The Congregational Building Committee at
Manilla required a church to seat 160. The site was flat but
on deep alluvial black soil that has the potential to move
as much as 5cm across the building area. An initial design
of solid inclined timber rafters set on deep piered footings
proved too expensive, so a light, earth integrated solution
evolved. The timber rafters were replaced with much lighter
plywood clad trusses. Earth filled and concrete encased
berms, tied through the floor slab, replaced the expensive
piered system. This flooring system spread the building load
over a wide area and provided a strong but flexible
structure, tolerant of building movements. The berms
provided stability for the structure and enclosure for the
congregation. The trusses, clad as if they were a folded
plate of plywood, provide an economic, light and flexible
roof, and a naturally finished ceiling that steps down from
the crown of the church to focus attention on the centre of
worship, the altar.
Description
A number of structural principles have been cleverly
interwoven in this small parish church, to create a simple,
intimate space for worship. The symmetrical space of the
church is divided in section into three parts. The Nave
forms the building's core with its rising and falling
ceiling and skylight creating a lofty worship space. The
Narthex, or entry, and the Vestry, the preparation space for
services, service the Nave at either end. The walls become
the ceiling in each of these spaces as the roof framing
springs from the berms and pitches to a ridge, creating an
earth integrated A-frame structure.
The berms which anchor and support the
entire building, are a construction of consolidated earth,
encased within reinforced concrete, and finished with a
cladding of brick. They are tied across the building by the
reinforced concrete of the floor slab. This triangulates the
structure of the building. The lateral forces from the roof
trusses maintain tension in the floor slab, which works to
counter some of the effects of soil movement.

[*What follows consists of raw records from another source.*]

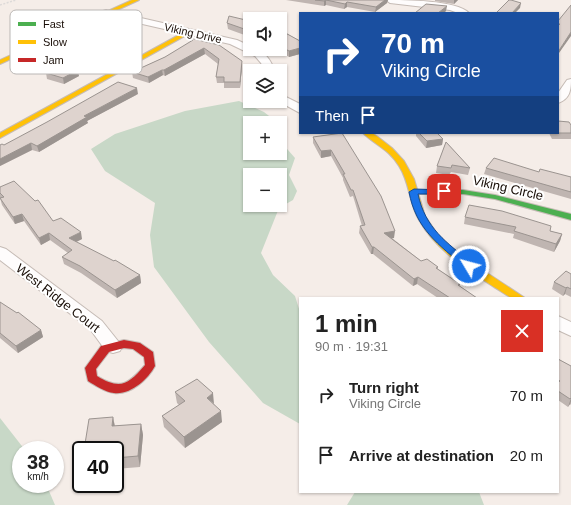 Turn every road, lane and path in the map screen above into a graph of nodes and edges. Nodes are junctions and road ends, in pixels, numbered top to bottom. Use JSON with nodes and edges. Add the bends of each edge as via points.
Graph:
{"nodes":[{"id":1,"x":16,"y":0,"type":"edge"},
{"id":2,"x":136,"y":0,"type":"edge"},
{"id":3,"x":390,"y":0,"type":"edge"},
{"id":4,"x":0,"y":5,"type":"edge"},
{"id":5,"x":113,"y":10,"type":"edge"},
{"id":6,"x":462,"y":12,"type":"edge"},
{"id":7,"x":142,"y":21,"type":"edge"},
{"id":8,"x":188,"y":32,"type":"junction"},
{"id":9,"x":10,"y":57,"type":"edge"},
{"id":10,"x":142,"y":57,"type":"edge"},
{"id":11,"x":0,"y":62,"type":"edge"},
{"id":12,"x":267,"y":64,"type":"edge"},
{"id":13,"x":112,"y":74,"type":"edge"},
{"id":14,"x":571,"y":82,"type":"edge"},
{"id":15,"x":559,"y":98,"type":"edge"},
{"id":16,"x":287,"y":101,"type":"edge"},
{"id":17,"x":299,"y":108,"type":"edge"},
{"id":18,"x":368,"y":134,"type":"edge"},
{"id":19,"x":0,"y":136,"type":"edge"},
{"id":20,"x":414,"y":192,"type":"junction"},
{"id":21,"x":571,"y":217,"type":"edge"},
{"id":22,"x":0,"y":252,"type":"edge"},
{"id":23,"x":518,"y":297,"type":"edge"},
{"id":24,"x":559,"y":323,"type":"edge"},
{"id":25,"x":571,"y":330,"type":"edge"},
{"id":26,"x":113,"y":346,"type":"junction"}],
"edges":[{"from":1,"to":4,"type":"path"},
{"from":2,"to":5,"type":"street"},
{"from":3,"to":6,"type":"street","via":[[450,7]]},
{"from":7,"to":8,"type":"street","name":"Viking Drive"},
{"from":8,"to":10,"type":"street"},
{"from":8,"to":12,"type":"street","name":"Viking Drive","via":[[233,42],[253,51]]},
{"from":9,"to":11,"type":"street"},
{"from":13,"to":19,"type":"street"},
{"from":14,"to":15,"type":"street"},
{"from":16,"to":17,"type":"street"},
{"from":18,"to":20,"type":"street","via":[[396,154],[406,168]]},
{"from":20,"to":21,"type":"street","name":"Viking Circle","via":[[463,192],[495,197]]},
{"from":20,"to":23,"type":"street","via":[[425,225],[438,240],[459,259]]},
{"from":22,"to":26,"type":"street","name":"West Ridge Court","via":[[96,325]]},
{"from":24,"to":25,"type":"street"},
{"from":26,"to":26,"type":"street","name":"West Ridge Court","via":[[106,349],[90,368],[92,378],[110,388],[123,388],[136,383],[150,366],[149,355],[136,346]]}]}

The nave framing consists of a series of
pitched, parallel chord trusses supported on the berms and
spanning across the width of the church. Increasing in span
as the supporting berms angle out from the Narthex and
Vestry towards the width of the Nave, each truss steps up
above its predecessor. As each step is equal to both the
depth of the trusses and the spacing between them, a series
of regular 90 degree junctions are formed.
Ladder frames span between each of the
stepped Cypress trusses, connecting each top chord to the
bottom chord of the higher adjacent truss. Both frames and
trusses are clad internally with 6mm plywood, and this
creates the impression of a complex folded plate ceiling.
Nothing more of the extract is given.